Une femme qui perd la vie toutes les cinq semaines, 9 enfants décédés et 20'000 infractions déclarées. La violence domestique a fait des ravages en 2020 en Suisse. Et les femmes sont les plus touchées. Pour la Confédération et les cantons, ce n'est pas tolérable.
Ce vendredi, ils ont uni leurs forces en signant une feuille de route, lancée par la Conseillère fédérale PLR Karin Keller-Sutter. Le but du document: renforcer la lutte contre ce phénomène et combler les lacunes. Tout cela en s'attaquant principalement à la mise en oeuvre des lois qui existent déjà pour y faire face.
La feuille de route liste des mesures concrètes proposées dans plusieurs champs prioritaires. Des «bonnes pratiques» repérées ça et là dans les cantons sont aussi mises en avant. Karin Keller-Sutter appuie: «Il est essentiel de montrer et de copier les bons exemples de certains cantons. Ils sont des laboratoires et nous pouvons apprendre les uns des autres.»

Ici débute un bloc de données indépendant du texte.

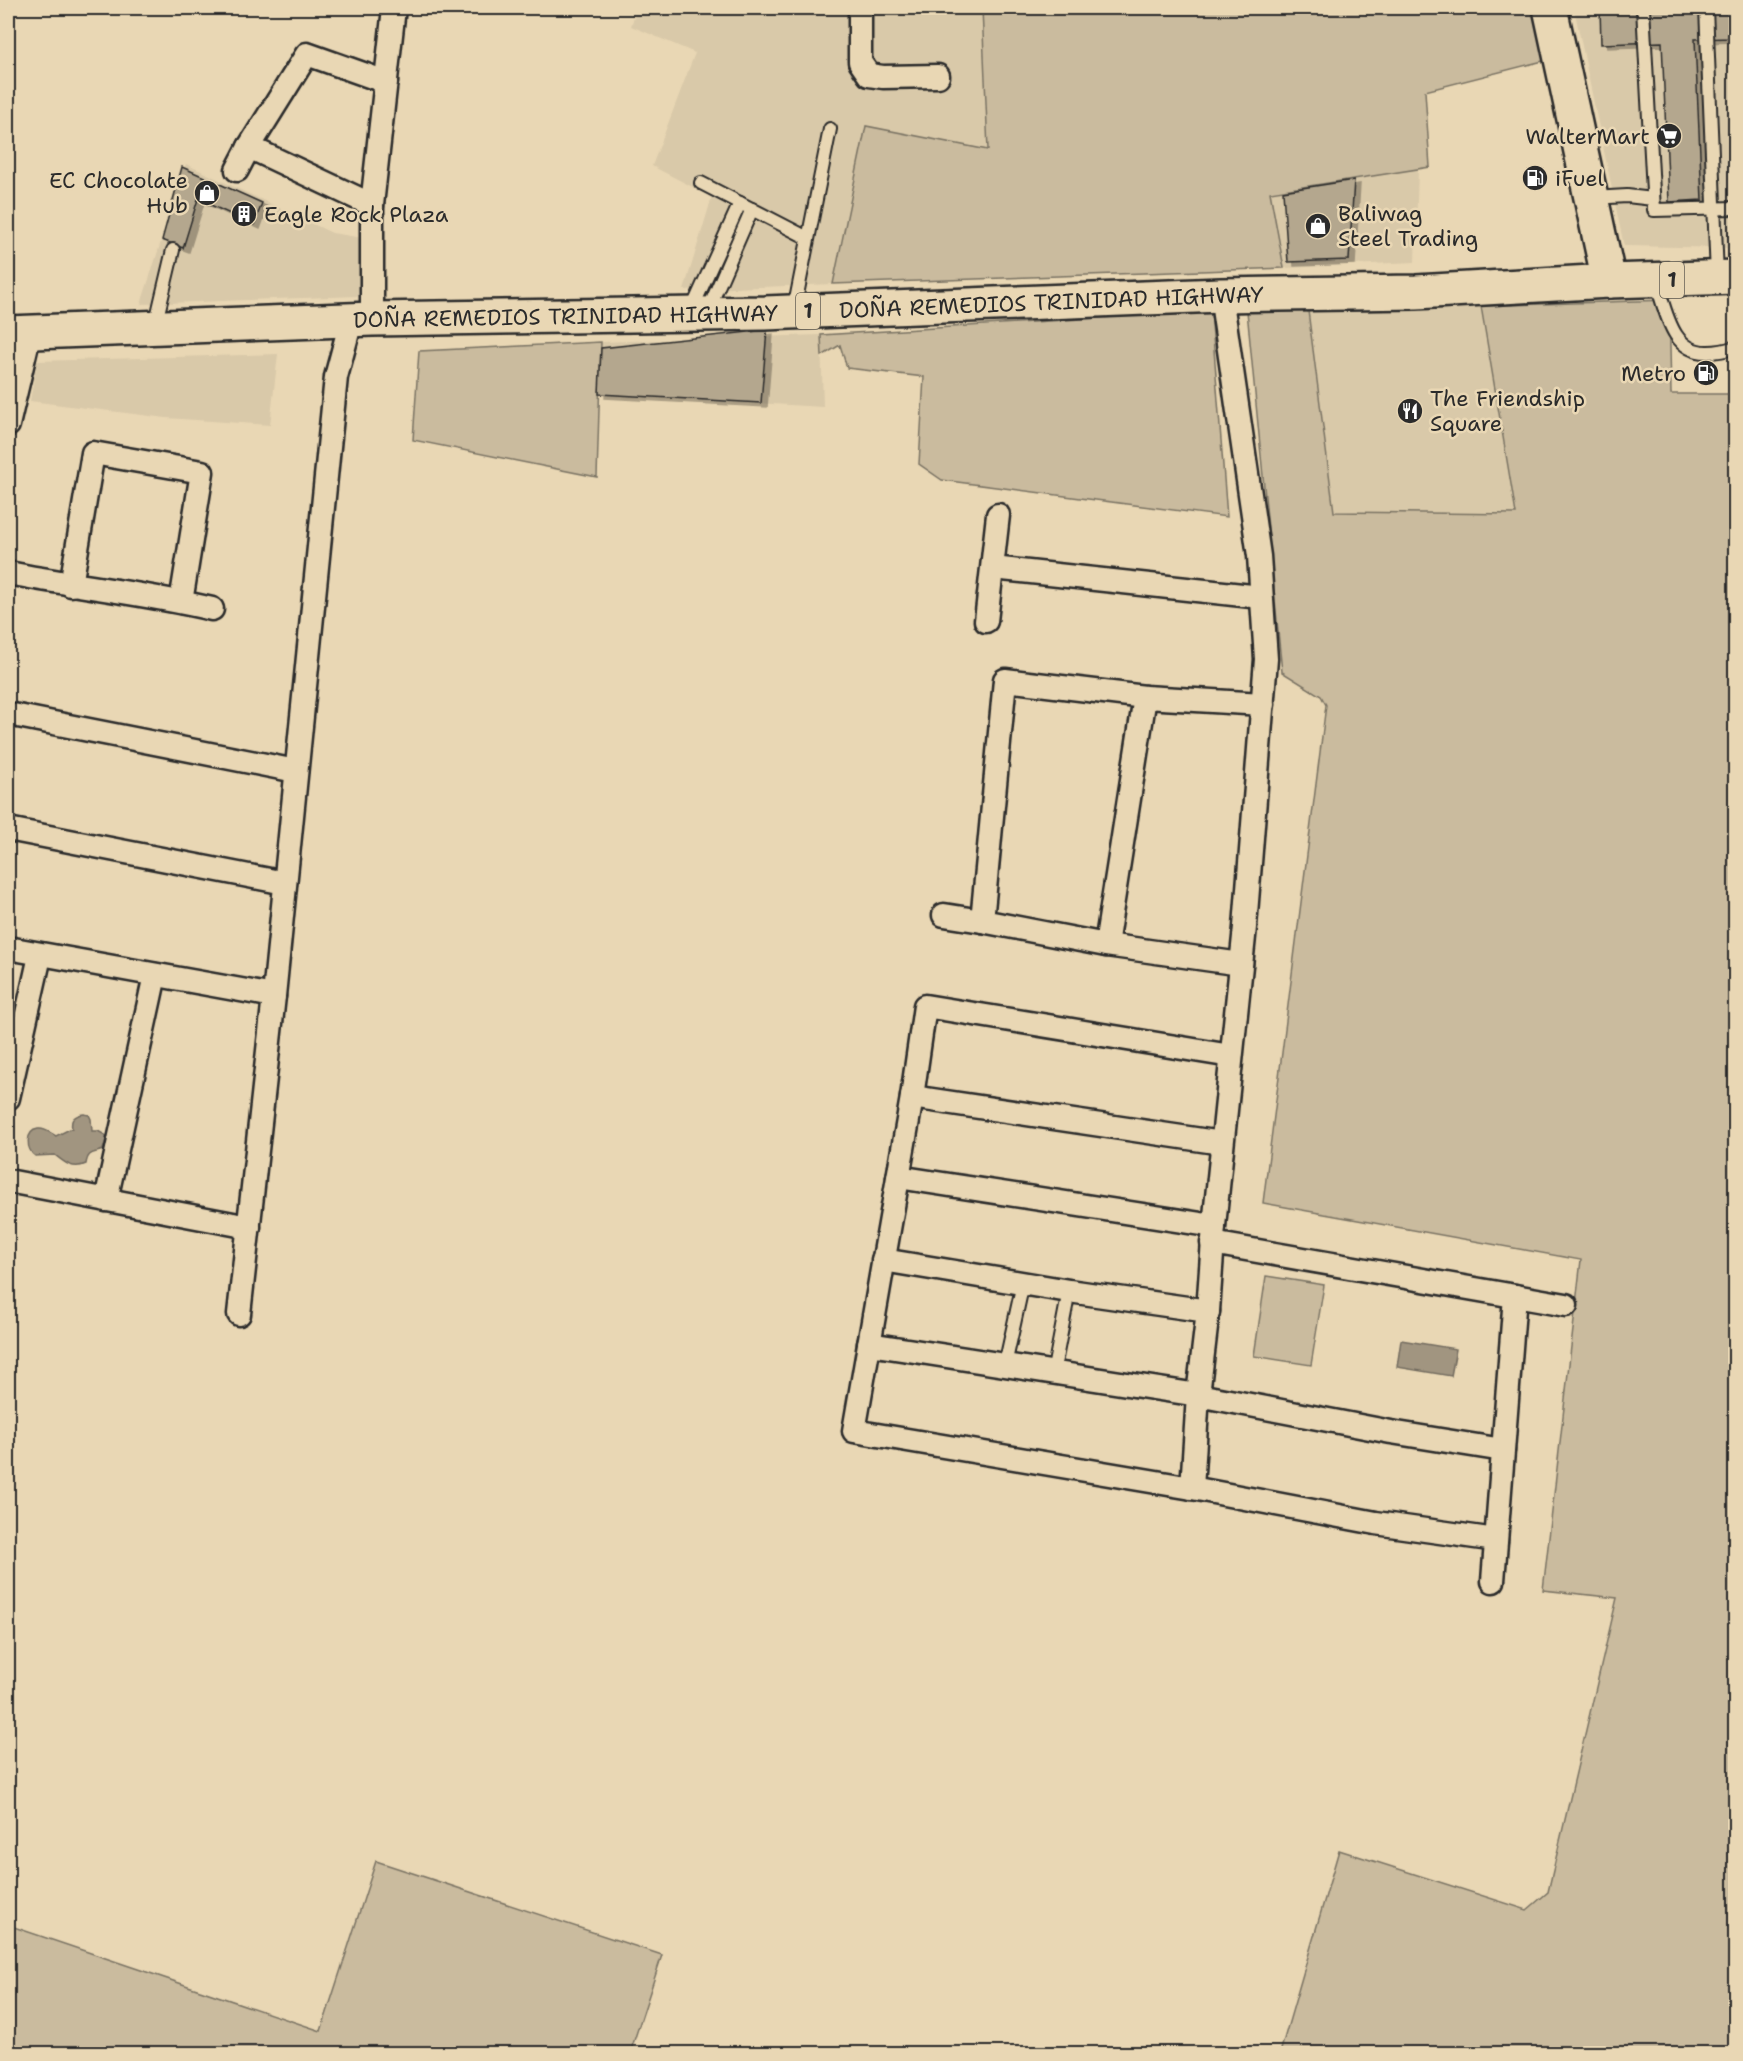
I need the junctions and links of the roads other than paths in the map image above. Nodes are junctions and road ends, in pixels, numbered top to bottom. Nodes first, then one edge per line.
1 (394, 8) edge
2 (860, 8) edge
3 (1550, 8) edge
4 (1643, 8) edge
5 (1706, 8) edge
6 (938, 76) dead end
7 (387, 82) junction
8 (830, 129) dead end
9 (249, 147) junction
10 (237, 170) dead end
11 (701, 183) dead end
12 (1590, 198) junction
13 (1653, 199) junction
14 (372, 205) junction
15 (746, 206) junction
16 (1713, 208) junction
17 (1736, 208) edge
18 (808, 238) junction
19 (173, 250) dead end
20 (1726, 278) edge
21 (1655, 280) junction
22 (1609, 282) junction
23 (1221, 295) junction
24 (794, 312) junction
25 (698, 314) junction
26 (361, 320) junction
27 (155, 327) junction
28 (19, 332) edge
29 (1736, 347) edge
30 (8, 425) edge
31 (998, 515) dead end
32 (993, 568) junction
33 (8, 573) edge
34 (71, 585) junction
35 (1261, 597) junction
36 (181, 602) junction
37 (212, 609) dead end
38 (986, 621) dead end
39 (1145, 697) junction
40 (1263, 704) junction
41 (8, 714) edge
42 (296, 771) junction
43 (8, 829) edge
44 (285, 883) junction
45 (944, 915) dead end
46 (982, 921) junction
47 (1106, 945) junction
48 (8, 948) edge
49 (40, 956) junction
50 (1241, 964) junction
51 (154, 975) junction
52 (274, 996) junction
53 (1231, 1056) junction
54 (912, 1097) junction
55 (8, 1098) edge
56 (1222, 1143) junction
57 (898, 1177) junction
58 (8, 1181) edge
59 (106, 1200) junction
60 (249, 1227) junction
61 (1213, 1235) junction
62 (884, 1260) junction
63 (1023, 1283) junction
64 (1070, 1291) junction
65 (1515, 1296) junction
66 (1566, 1305) dead end
67 (1208, 1311) junction
68 (239, 1314) dead end
69 (869, 1344) junction
70 (1005, 1365) junction
71 (1053, 1374) junction
72 (1198, 1395) junction
73 (1503, 1450) junction
74 (1192, 1488) junction
75 (1496, 1540) junction
76 (1493, 1581) dead end

1 - 7 street
2 - 6 street
3 - 12 main road
4 - 13 lane
5 - 16 lane
7 - 9 street
7 - 14 street
8 - 18 lane
9 - 10 street
9 - 14 street
11 - 15 lane
12 - 13 lane
12 - 22 main road
13 - 16 lane
14 - 26 street
15 - 18 lane
15 - 25 lane
16 - 17 lane
16 - 20 lane
18 - 24 lane
19 - 27 lane
20 - 21 main road, DOÑA REMEDIOS TRINIDAD HIGHWAY / 1
21 - 22 main road, DOÑA REMEDIOS TRINIDAD HIGHWAY / 1
21 - 29 lane
22 - 23 main road, DOÑA REMEDIOS TRINIDAD HIGHWAY / 1
23 - 24 main road, DOÑA REMEDIOS TRINIDAD HIGHWAY / 1
23 - 35 street
24 - 25 main road, DOÑA REMEDIOS TRINIDAD HIGHWAY / 1
25 - 26 main road, DOÑA REMEDIOS TRINIDAD HIGHWAY / 1
26 - 27 main road, DOÑA REMEDIOS TRINIDAD HIGHWAY / 1
26 - 42 street
27 - 28 main road, DOÑA REMEDIOS TRINIDAD HIGHWAY / 1
28 - 30 street
31 - 32 street
32 - 35 street
32 - 38 street
33 - 34 street
34 - 36 street
34 - 36 street
35 - 40 street
36 - 37 street
39 - 40 street
39 - 46 street
39 - 47 street
40 - 50 street
41 - 42 street
42 - 44 street
43 - 44 street
44 - 52 street
45 - 46 street
46 - 47 street
47 - 50 street
48 - 49 street
49 - 51 street
49 - 55 street
50 - 53 street
51 - 52 street
51 - 59 street
52 - 60 street
53 - 54 street
53 - 56 street
54 - 56 street
54 - 57 street
56 - 61 street
57 - 61 street
57 - 62 street
58 - 59 street
59 - 60 street
60 - 68 street
61 - 65 street
61 - 67 street
62 - 63 street
62 - 69 street
63 - 64 street
63 - 70 lane
64 - 67 street
64 - 71 lane
65 - 66 street
65 - 73 street
67 - 72 street
69 - 70 street
69 - 74 street
70 - 71 street
71 - 72 street
72 - 73 street
72 - 74 street
73 - 75 street
74 - 75 street
75 - 76 street

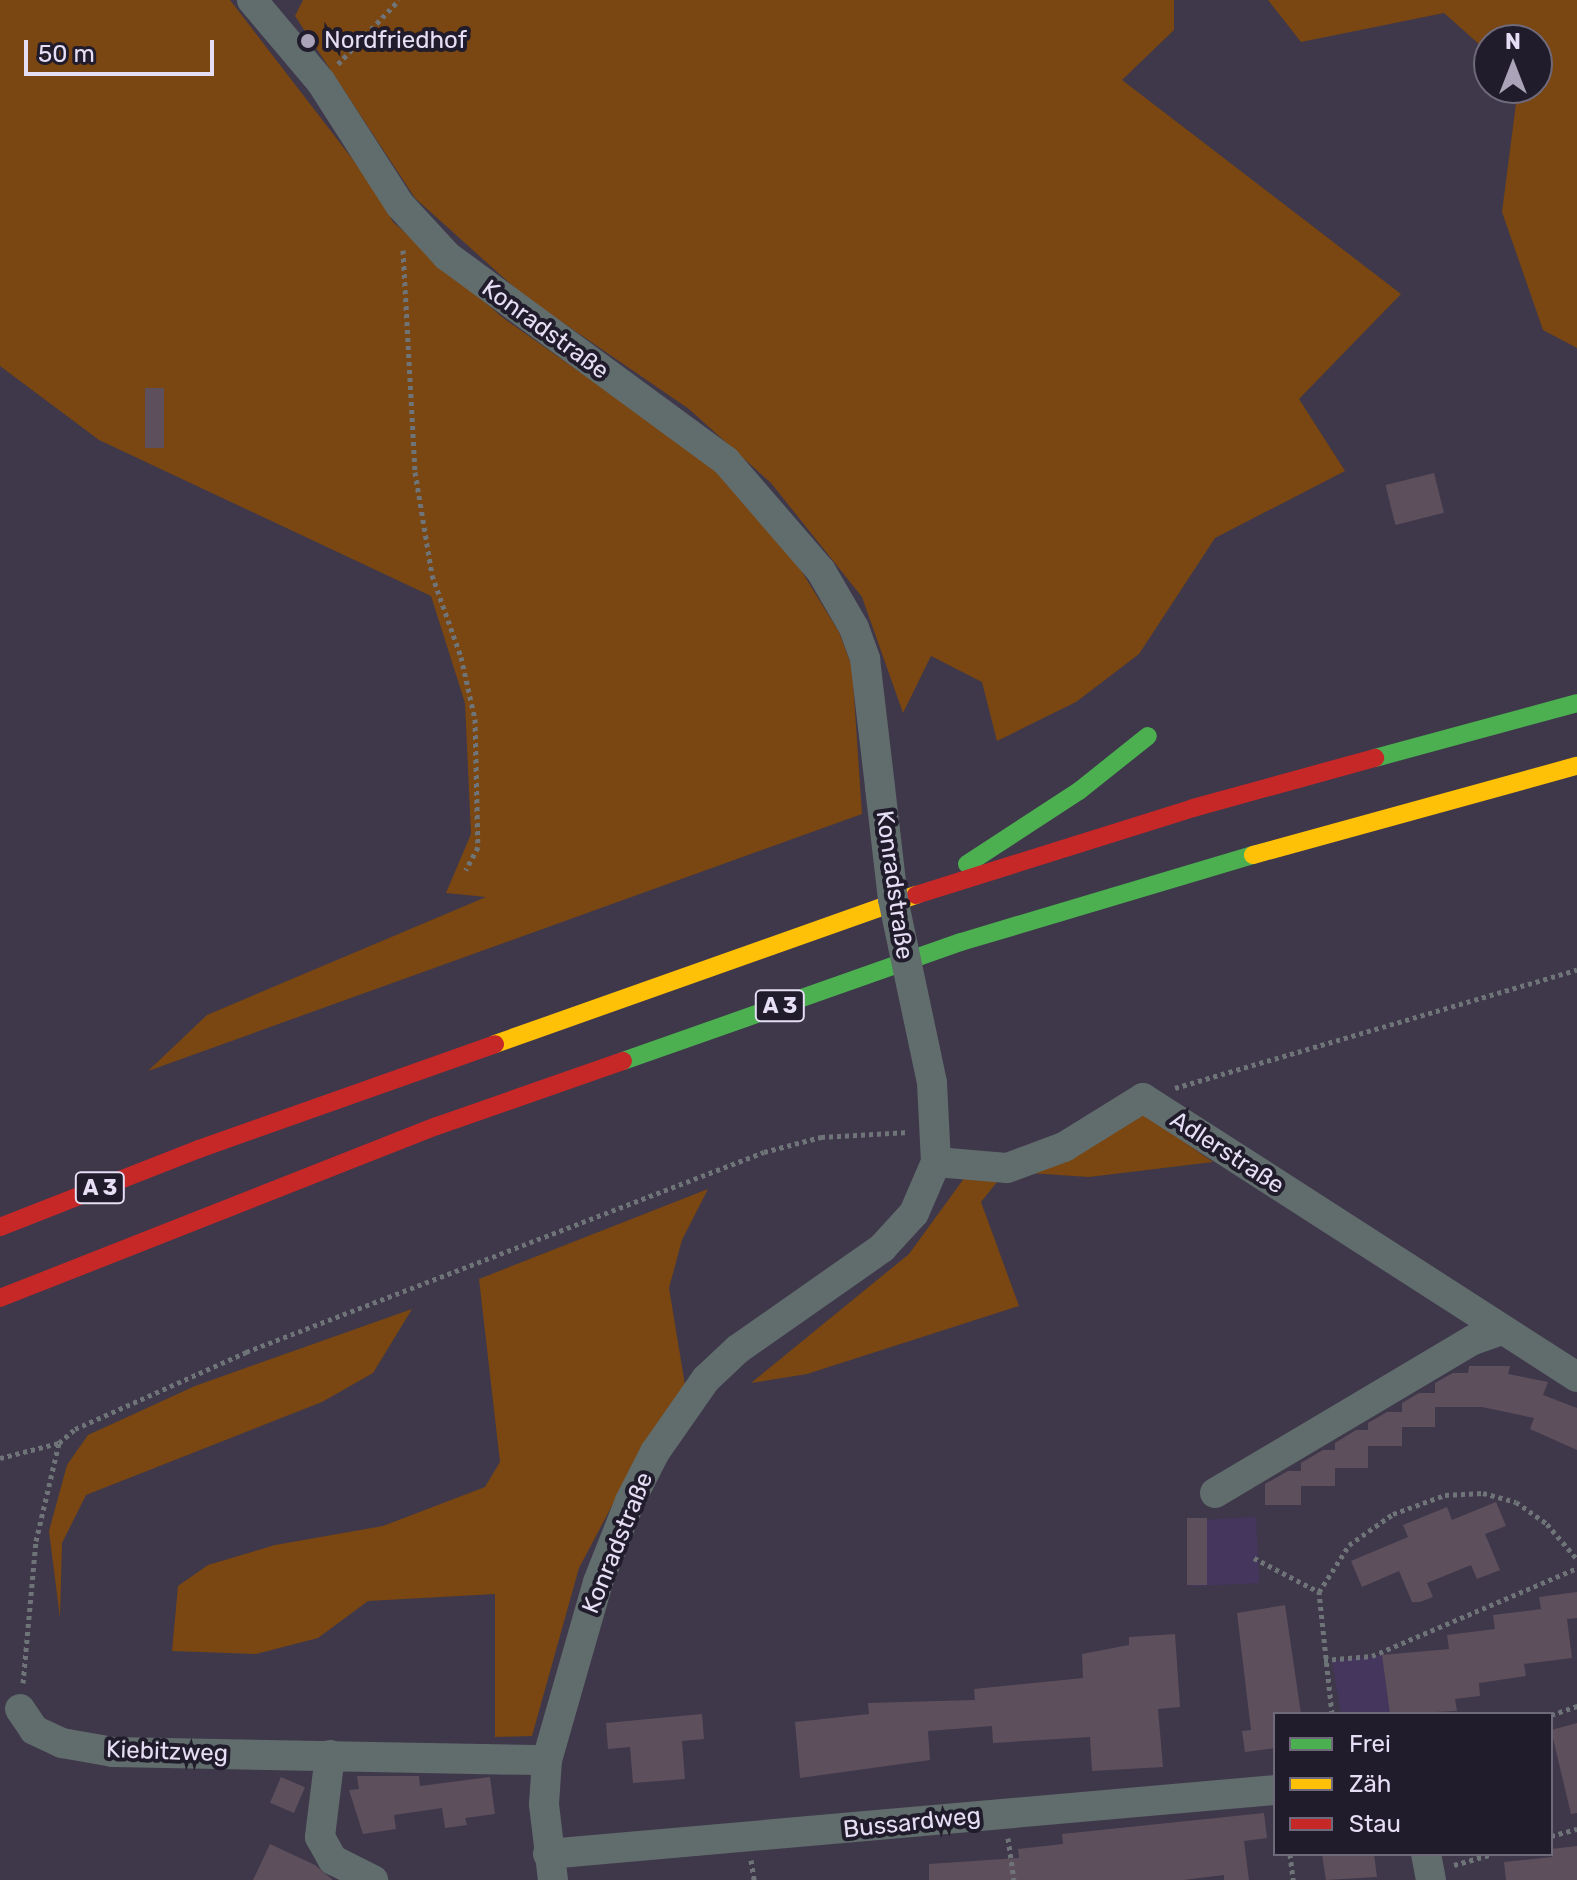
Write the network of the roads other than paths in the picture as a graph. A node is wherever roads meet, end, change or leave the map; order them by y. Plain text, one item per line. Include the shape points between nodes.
1 (252, 0) edge
2 (1577, 703) edge
3 (1148, 736) dead end
4 (1577, 766) edge
5 (922, 893) junction
6 (936, 1162) junction
7 (0, 1227) edge
8 (0, 1298) edge
9 (1499, 1331) junction
10 (1577, 1377) edge
11 (1215, 1493) dead end
12 (20, 1709) road end
13 (330, 1755) junction
14 (547, 1760) junction
15 (1273, 1790) edge
16 (550, 1867) edge
17 (373, 1880) edge

1 - 6 street, Konradstraße, bridge via 321,82 400,205 447,256 726,461 821,571 854,628 865,659 893,899 932,1083
2 - 5 highway, A 3 via 1193,808
3 - 5 highway via 1079,791
4 - 8 highway, A 3 via 1150,883 961,942 437,1126
5 - 7 highway, A 3 via 199,1149
6 - 9 street, Adlerstraße via 1007,1168 1064,1147 1143,1098
6 - 14 street, Konradstraße via 914,1213 882,1248 738,1349 679,1415 630,1501 598,1582
9 - 10 street, Adlerstraße
9 - 11 street via 1473,1340
12 - 13 street, Kiebitzweg via 34,1730 62,1743 113,1752
13 - 14 street, Kiebitzweg
13 - 17 street via 320,1837 333,1860
14 - 16 street, Konradstraße
15 - 16 street, Bussardweg via 1005,1813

Le premier point, c'est de l'organisation. La Confédération et les cantons s'engagent à booster la coordination de toutes leurs démarches contre la violence domestique, entre les autorités et les institutions, et dans toutes les régions du pays.
Deuxième priorité: soutenir des projets de sensibilisation ou d'information pour les victimes de violences, pour les auteurs, pour les professionnels concernés et pour toute la population. La Confédération et les cantons doivent aussi encourager les projets sur la non-violence et l'égalité filles-garçons à l'école.
Détecter des comportements annonciateurs de violence chez les auteurs peut prévenir des catastrophes. Dans la feuille de route, les cantons s'engagent à mettre en place un système de gestion des menaces qui suit des standards de qualité (par exemple, le fait de prendre le point de vue de la victime en compte dans l'évaluation du risque d'une situation).
La surveillance électronique pourrait vraiment protéger les victimes, selon une étude mandatée par la Confédération. Un bouton d'alarme pourrait par exemple être utilisé par la victime. Les cantons s'engagent notamment à lancer un essai-pilote pour le tester.
Pour l'heure, en cas d'urgence, les victimes de violence peuvent appeler des permanences téléphoniques dans leur canton (ou la police). Or, durant la crise du Covid, la task-force a remarqué qu'un numéro central, unique pour tout le pays, aurait facilité les choses. L'idée: mettre ce numéro en place et le faire fonctionner 24 heures sur 24.
A l'heure actuelle, 1000 femmes et 1000 enfants environ par an sont hébergés dans des foyers d'accueil d'urgence, selon les chiffres donnés en conférence de presse ce vendredi. Cependant, les places manquent toujours: 50% des femmes dans le besoin doivent être aiguillées dans d'autres structures par manque de disponibilité.
Dans la feuille de route, les cantons acceptent de faire en sorte que le nombre de places soit suffisant et d'assurer le financement des foyers.
Les victimes de violences domestiques sont entendues par la police ou la justice lors des procédures pénales. En particulier pour les cas de violences sexuelles, il est essentiel que la victime se sente soutenue, note le document. La formation des policiers et du personnel judiciaire fait donc partie des priorités.
La feuille mentionne aussi cette catégorie particulière de victimes. La Confédération et les cantons s'engagent à assurer une information aux personnes migrantes, «en particulier sur le fait que la violence domestique sous toutes ses formes n'est pas tolérée en Suisse», indique le document. Les victimes doivent aussi savoir qu'elles ont le droit de porter plainte.
27'000 enfants sont confrontés à des violences dans le couple, et entre 2009 et 2019, quatre enfants par année ont perdu la vie, selon les chiffres de la Confédération. La priorité, ici, est de mettre en place ou de booster des offres de soutien pour ces enfants exposés.
Le document insiste aussi sur la prise en charge des responsables de violences. Les suivre en consultations, dans des programmes de prévention et des thérapies vise à interrompre une violence en cours. Le but est aussi de diminuer le risque de récidive. La feuille de route pousse les cantons à garantir ces suivis.
La Suisse veut continuer également à former tous les corps de métiers confrontés à des cas de violence domestique. Ces professionnels peuvent être soit en lien avec des victimes, soit avec des auteurs. S'ils détectent tôt des soucis, la prise en charge peut être améliorée.
Toute une série de lois encadrent les actes de violence domestique, notamment dans le code pénal et civil. Mais les cantons peuvent, à leur échelle, aussi légiférer sur certaines choses. L'expulsion de l'auteur du domicile conjugal ou les interdictions de périmètre en font par exemple partie.
Le document signé vendredi annonce qu'un projet intercantonal sera lancé pour que ces lois cantonales respectent des standards qui protègent les victimes et permettent aux auteurs de prendre conscience de leurs actes.